§ **How to complete this task**
Read the records beneath this task and copy every line that contains the string "Robespierre".

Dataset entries

┌──

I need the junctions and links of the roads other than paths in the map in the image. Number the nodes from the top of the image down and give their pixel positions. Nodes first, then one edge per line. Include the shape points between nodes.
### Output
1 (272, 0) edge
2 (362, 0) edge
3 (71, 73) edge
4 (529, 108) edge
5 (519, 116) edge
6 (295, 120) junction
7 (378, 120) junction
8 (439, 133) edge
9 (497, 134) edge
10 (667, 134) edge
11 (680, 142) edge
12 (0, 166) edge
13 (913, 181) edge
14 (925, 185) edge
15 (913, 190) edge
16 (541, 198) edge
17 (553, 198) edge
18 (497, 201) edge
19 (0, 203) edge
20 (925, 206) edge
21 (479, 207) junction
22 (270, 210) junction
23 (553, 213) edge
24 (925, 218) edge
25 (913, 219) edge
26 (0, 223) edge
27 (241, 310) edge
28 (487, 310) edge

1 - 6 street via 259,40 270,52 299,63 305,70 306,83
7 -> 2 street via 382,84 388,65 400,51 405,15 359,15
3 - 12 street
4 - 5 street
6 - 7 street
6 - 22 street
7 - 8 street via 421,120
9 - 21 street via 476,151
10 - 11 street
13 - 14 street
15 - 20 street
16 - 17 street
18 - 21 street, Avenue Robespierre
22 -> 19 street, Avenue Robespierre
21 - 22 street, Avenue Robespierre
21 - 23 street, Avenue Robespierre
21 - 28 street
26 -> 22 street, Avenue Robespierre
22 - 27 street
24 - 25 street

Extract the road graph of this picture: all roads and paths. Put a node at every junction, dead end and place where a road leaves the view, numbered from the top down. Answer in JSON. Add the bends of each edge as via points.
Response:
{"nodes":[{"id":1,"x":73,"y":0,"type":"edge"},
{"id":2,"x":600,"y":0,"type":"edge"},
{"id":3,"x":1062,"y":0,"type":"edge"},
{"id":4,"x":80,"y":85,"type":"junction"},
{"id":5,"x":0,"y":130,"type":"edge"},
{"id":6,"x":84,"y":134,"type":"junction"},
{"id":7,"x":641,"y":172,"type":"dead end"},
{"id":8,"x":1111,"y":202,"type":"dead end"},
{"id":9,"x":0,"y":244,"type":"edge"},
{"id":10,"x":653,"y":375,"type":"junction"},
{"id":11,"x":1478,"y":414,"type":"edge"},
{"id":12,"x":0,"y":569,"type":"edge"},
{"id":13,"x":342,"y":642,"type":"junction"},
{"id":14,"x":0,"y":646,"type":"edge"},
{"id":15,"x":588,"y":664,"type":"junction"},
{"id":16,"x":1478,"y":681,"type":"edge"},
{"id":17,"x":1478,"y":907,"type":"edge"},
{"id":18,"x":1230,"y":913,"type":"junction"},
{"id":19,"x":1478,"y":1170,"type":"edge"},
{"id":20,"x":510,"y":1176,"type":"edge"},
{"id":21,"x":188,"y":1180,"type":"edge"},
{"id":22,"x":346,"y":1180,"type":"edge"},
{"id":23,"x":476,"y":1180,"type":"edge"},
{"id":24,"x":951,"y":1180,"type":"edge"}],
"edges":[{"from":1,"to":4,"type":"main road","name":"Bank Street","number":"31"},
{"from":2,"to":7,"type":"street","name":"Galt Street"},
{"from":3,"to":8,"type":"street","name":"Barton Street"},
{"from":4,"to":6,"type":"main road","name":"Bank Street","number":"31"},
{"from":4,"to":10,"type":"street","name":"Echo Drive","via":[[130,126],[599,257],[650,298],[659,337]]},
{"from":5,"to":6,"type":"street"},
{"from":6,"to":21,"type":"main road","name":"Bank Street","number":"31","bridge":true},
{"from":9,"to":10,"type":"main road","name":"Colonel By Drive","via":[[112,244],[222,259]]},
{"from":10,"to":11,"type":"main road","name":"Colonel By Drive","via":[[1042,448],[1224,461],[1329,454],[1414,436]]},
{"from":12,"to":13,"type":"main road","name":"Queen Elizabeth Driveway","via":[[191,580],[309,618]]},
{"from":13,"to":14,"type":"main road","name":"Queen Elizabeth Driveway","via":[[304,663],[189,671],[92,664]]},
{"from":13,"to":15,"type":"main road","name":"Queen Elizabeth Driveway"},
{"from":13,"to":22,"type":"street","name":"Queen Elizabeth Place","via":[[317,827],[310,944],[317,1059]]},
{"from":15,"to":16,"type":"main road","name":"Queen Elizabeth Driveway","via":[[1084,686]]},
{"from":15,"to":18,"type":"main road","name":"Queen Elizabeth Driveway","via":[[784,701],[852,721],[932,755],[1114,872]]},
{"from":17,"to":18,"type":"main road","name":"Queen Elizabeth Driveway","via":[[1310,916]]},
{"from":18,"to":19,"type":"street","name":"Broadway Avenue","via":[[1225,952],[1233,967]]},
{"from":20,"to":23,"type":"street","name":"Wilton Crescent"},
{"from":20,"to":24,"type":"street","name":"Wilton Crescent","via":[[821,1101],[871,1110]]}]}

└──

§ **Result below**
18 - 21 street, Avenue Robespierre
22 -> 19 street, Avenue Robespierre
21 - 22 street, Avenue Robespierre
21 - 23 street, Avenue Robespierre
26 -> 22 street, Avenue Robespierre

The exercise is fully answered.